### Problem to work on
What lines of the data hold the string "הבעל"? Copy them all.

### Data for processing
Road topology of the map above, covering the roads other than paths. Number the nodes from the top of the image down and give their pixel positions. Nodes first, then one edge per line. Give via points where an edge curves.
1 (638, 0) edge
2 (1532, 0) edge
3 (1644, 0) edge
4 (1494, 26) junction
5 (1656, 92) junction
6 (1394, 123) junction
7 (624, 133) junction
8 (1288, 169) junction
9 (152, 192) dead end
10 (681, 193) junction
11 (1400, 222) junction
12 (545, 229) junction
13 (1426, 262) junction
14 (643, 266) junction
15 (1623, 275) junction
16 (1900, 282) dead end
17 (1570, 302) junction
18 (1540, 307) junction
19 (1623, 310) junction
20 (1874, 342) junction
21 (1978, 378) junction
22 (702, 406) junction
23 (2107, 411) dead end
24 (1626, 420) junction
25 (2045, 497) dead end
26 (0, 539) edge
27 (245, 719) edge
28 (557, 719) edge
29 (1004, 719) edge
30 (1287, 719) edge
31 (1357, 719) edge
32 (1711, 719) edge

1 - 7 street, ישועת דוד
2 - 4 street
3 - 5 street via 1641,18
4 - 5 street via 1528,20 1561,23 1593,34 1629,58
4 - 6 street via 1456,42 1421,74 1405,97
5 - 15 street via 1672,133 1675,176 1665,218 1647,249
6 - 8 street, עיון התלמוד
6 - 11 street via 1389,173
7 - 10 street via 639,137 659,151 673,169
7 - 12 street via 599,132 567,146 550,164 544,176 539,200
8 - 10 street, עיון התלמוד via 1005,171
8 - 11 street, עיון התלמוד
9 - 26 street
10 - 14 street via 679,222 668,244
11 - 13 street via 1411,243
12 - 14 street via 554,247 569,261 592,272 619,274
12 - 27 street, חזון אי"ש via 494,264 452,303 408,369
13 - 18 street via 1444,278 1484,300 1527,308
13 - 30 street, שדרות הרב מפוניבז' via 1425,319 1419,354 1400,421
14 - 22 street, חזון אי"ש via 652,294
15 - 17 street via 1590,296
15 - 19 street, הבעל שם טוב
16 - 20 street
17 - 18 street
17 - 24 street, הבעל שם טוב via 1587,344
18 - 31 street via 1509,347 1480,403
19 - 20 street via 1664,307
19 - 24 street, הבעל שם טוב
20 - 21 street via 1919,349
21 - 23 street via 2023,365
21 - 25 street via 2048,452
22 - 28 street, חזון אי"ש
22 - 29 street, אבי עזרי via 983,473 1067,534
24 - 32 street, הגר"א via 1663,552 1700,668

### Solution to the problem
15 - 19 street, הבעל שם טוב
17 - 24 street, הבעל שם טוב via 1587,344
19 - 24 street, הבעל שם טוב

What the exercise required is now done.